*** Opening Data in this exercise ***
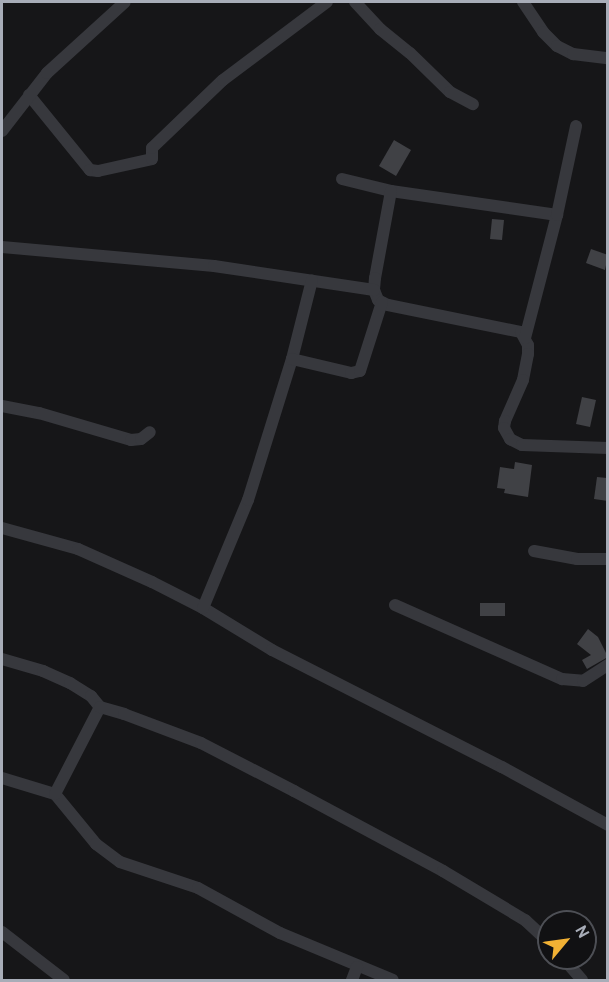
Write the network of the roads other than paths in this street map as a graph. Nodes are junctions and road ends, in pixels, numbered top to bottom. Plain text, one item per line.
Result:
1 (125, 2) edge
2 (327, 2) edge
3 (355, 2) edge
4 (523, 2) edge
5 (608, 58) edge
6 (29, 95) junction
7 (473, 104) dead end
8 (576, 126) dead end
9 (2, 131) edge
10 (342, 179) dead end
11 (391, 191) junction
12 (557, 215) junction
13 (2, 247) edge
14 (312, 280) junction
15 (374, 290) junction
16 (382, 302) junction
17 (525, 338) junction
18 (292, 359) junction
19 (2, 406) edge
20 (150, 432) dead end
21 (608, 448) edge
22 (2, 528) edge
23 (534, 551) dead end
24 (608, 559) edge
25 (395, 605) dead end
26 (203, 608) junction
27 (2, 659) edge
28 (608, 665) edge
29 (100, 707) junction
30 (2, 778) edge
31 (55, 794) junction
32 (608, 825) edge
33 (537, 931) edge
34 (2, 932) edge
35 (357, 967) junction
36 (64, 981) edge
37 (352, 981) edge
38 (393, 981) edge

1 - 6 street
2 - 6 street
3 - 7 street
4 - 5 street
6 - 9 street
8 - 12 street
10 - 11 street
11 - 12 street
11 - 15 street
12 - 17 street
13 - 14 street
14 - 15 street
14 - 18 street
15 - 16 street
16 - 17 street
16 - 18 street
17 - 21 street
18 - 26 street
19 - 20 street
22 - 26 street
23 - 24 street
25 - 28 street
26 - 32 street
27 - 29 street
29 - 31 street
29 - 33 street
30 - 31 street
31 - 35 street
34 - 36 street
35 - 37 street
35 - 38 street

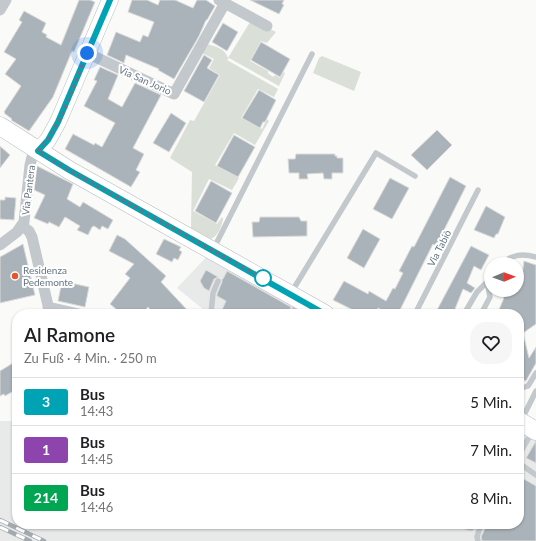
*** Closing Data in this exercise ***
What you need to do> Each record should be printed again precisely, though not its pictures.

Task response>
Write the network of the roads other than paths in this street map as a graph. Nodes are junctions and road ends, in pixels, numbered top to bottom. Plain text, one item per line.
Result:
1 (125, 2) edge
2 (327, 2) edge
3 (355, 2) edge
4 (523, 2) edge
5 (608, 58) edge
6 (29, 95) junction
7 (473, 104) dead end
8 (576, 126) dead end
9 (2, 131) edge
10 (342, 179) dead end
11 (391, 191) junction
12 (557, 215) junction
13 (2, 247) edge
14 (312, 280) junction
15 (374, 290) junction
16 (382, 302) junction
17 (525, 338) junction
18 (292, 359) junction
19 (2, 406) edge
20 (150, 432) dead end
21 (608, 448) edge
22 (2, 528) edge
23 (534, 551) dead end
24 (608, 559) edge
25 (395, 605) dead end
26 (203, 608) junction
27 (2, 659) edge
28 (608, 665) edge
29 (100, 707) junction
30 (2, 778) edge
31 (55, 794) junction
32 (608, 825) edge
33 (537, 931) edge
34 (2, 932) edge
35 (357, 967) junction
36 (64, 981) edge
37 (352, 981) edge
38 (393, 981) edge

1 - 6 street
2 - 6 street
3 - 7 street
4 - 5 street
6 - 9 street
8 - 12 street
10 - 11 street
11 - 12 street
11 - 15 street
12 - 17 street
13 - 14 street
14 - 15 street
14 - 18 street
15 - 16 street
16 - 17 street
16 - 18 street
17 - 21 street
18 - 26 street
19 - 20 street
22 - 26 street
23 - 24 street
25 - 28 street
26 - 32 street
27 - 29 street
29 - 31 street
29 - 33 street
30 - 31 street
31 - 35 street
34 - 36 street
35 - 37 street
35 - 38 street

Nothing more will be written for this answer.